A sudden, drastic reduction in population size (due to disaster, disease, hunting) reduces the gene pool. The surviving population is a random subset — not necessarily representative of the original. Results in: (1) loss of genetic variation, (2) random change in allele frequencies, (3) increased homozygosity, (4) inbreeding depression. Example: Cheetahs (genetic bottleneck ~10,000 years ago) are nearly identical genetically — vulnerable to disease.
A small group of individuals ("founders") colonizes a new area, isolated from the original population. The founders carry only a fraction of the original gene pool.

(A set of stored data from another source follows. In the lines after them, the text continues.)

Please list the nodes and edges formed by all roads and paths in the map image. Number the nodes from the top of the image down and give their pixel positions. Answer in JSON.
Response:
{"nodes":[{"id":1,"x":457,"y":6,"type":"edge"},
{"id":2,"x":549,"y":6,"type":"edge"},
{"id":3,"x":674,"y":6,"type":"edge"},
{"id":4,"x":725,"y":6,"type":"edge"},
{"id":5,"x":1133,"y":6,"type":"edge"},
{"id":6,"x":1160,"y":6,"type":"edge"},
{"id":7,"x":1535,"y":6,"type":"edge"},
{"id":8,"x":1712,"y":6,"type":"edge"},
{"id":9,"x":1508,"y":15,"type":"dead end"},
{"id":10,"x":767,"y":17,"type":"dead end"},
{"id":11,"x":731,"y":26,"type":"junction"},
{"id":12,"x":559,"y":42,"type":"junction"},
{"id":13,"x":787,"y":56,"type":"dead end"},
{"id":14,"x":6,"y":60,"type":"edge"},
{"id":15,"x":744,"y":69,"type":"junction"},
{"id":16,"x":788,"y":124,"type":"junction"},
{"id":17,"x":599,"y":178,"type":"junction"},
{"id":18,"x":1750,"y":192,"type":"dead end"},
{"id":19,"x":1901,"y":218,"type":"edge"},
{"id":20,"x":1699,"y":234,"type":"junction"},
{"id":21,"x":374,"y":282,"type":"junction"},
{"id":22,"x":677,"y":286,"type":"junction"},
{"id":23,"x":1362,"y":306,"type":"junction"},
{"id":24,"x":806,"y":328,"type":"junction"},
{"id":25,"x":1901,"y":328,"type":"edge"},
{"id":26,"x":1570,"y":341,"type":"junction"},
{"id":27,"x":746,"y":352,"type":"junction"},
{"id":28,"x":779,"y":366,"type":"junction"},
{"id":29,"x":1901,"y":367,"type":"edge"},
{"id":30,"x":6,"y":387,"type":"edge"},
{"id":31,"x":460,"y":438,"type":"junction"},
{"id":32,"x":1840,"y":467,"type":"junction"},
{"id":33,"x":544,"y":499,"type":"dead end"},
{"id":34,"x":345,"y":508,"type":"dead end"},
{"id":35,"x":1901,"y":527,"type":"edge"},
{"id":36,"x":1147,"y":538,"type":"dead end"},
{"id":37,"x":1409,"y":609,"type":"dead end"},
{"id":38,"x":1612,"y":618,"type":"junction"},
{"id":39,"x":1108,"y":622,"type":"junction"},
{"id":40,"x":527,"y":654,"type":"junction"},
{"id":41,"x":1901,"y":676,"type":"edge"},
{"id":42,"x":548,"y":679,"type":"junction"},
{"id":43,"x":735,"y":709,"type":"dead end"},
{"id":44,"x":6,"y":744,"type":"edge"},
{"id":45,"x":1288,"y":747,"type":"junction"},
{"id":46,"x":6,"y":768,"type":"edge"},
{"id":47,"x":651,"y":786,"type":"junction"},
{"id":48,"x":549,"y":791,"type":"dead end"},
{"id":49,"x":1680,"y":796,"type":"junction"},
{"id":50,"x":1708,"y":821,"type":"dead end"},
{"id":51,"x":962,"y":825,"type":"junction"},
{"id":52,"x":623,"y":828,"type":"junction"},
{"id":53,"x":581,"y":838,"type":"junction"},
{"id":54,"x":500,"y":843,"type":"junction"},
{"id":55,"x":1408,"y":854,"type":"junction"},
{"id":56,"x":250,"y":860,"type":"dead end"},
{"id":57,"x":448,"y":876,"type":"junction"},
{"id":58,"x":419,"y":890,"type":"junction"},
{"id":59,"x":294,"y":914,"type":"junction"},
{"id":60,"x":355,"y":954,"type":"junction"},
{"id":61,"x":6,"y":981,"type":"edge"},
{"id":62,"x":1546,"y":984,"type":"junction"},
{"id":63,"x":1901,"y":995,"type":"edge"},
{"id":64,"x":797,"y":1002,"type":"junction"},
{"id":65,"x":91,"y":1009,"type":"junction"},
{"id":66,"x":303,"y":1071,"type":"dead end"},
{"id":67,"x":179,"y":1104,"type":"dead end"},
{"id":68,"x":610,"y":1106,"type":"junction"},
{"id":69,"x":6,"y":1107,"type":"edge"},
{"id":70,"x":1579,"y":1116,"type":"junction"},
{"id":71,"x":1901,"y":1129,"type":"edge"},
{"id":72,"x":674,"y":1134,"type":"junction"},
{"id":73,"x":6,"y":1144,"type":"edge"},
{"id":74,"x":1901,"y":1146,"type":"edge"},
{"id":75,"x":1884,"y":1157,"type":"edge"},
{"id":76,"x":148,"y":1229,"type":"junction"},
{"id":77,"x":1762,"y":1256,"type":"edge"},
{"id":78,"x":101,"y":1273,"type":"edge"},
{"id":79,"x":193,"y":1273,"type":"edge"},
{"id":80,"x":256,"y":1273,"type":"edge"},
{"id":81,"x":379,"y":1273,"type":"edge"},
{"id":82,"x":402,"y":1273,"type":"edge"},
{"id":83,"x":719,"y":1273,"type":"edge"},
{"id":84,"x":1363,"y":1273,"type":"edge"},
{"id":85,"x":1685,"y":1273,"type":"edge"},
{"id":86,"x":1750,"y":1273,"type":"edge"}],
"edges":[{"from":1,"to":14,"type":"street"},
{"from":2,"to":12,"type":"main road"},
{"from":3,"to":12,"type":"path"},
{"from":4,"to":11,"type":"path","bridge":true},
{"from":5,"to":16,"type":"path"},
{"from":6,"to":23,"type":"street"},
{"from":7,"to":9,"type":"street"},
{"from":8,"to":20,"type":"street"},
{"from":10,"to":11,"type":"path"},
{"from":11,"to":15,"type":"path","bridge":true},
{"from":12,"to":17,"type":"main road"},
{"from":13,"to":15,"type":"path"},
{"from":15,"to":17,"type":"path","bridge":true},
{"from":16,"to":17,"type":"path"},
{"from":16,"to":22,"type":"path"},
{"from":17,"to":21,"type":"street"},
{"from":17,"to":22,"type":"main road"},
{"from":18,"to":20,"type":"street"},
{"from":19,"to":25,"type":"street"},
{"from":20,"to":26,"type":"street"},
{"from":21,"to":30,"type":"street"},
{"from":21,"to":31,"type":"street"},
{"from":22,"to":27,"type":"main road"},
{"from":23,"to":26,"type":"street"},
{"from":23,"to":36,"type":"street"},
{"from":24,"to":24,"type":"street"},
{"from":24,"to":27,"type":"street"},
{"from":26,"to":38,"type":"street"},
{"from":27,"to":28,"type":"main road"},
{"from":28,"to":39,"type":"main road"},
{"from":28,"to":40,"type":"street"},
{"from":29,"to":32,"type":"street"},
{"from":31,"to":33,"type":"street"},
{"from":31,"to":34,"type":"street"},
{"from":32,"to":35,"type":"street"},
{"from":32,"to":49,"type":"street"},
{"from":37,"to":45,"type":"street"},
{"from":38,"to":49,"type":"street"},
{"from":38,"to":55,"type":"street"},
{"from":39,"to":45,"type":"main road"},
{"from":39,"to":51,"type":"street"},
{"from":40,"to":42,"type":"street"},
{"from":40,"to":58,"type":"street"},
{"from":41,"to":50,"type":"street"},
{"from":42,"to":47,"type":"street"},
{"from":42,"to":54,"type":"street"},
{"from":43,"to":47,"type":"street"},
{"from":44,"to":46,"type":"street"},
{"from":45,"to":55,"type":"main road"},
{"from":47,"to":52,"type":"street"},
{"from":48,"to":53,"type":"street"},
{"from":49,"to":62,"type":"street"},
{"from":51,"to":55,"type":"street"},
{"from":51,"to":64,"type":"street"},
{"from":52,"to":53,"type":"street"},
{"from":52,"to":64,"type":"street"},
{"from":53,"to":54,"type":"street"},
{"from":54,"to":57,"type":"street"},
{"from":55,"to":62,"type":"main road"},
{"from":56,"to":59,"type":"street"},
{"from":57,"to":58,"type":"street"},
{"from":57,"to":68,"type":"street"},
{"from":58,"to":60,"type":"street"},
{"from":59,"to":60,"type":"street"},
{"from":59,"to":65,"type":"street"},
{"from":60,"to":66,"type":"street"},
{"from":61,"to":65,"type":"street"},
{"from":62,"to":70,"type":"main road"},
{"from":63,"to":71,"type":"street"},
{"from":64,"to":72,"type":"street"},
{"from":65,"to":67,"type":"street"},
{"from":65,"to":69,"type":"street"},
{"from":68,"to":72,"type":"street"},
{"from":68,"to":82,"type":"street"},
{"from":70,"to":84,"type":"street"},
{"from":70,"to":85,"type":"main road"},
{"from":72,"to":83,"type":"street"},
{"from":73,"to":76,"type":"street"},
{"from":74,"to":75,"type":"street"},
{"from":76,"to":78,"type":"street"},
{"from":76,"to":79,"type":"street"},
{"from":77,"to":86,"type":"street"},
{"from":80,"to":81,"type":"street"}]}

Allele frequencies in the new population may differ dramatically from the source population due to random sampling. Example: Old Order Amish communities (high frequency of rare genetic disorders due to founder effect from small 18th-century founder groups).
Movement of individuals between populations transfers alleles. Immigration adds new alleles; emigration removes alleles. Gene flow reduces genetic differences between populations — it is a homogenizing force that counteracts divergence. Without gene flow, isolated populations will diverge (a prerequisite for speciation). Gene flow between mainland and island populations can prevent island endemics from evolving.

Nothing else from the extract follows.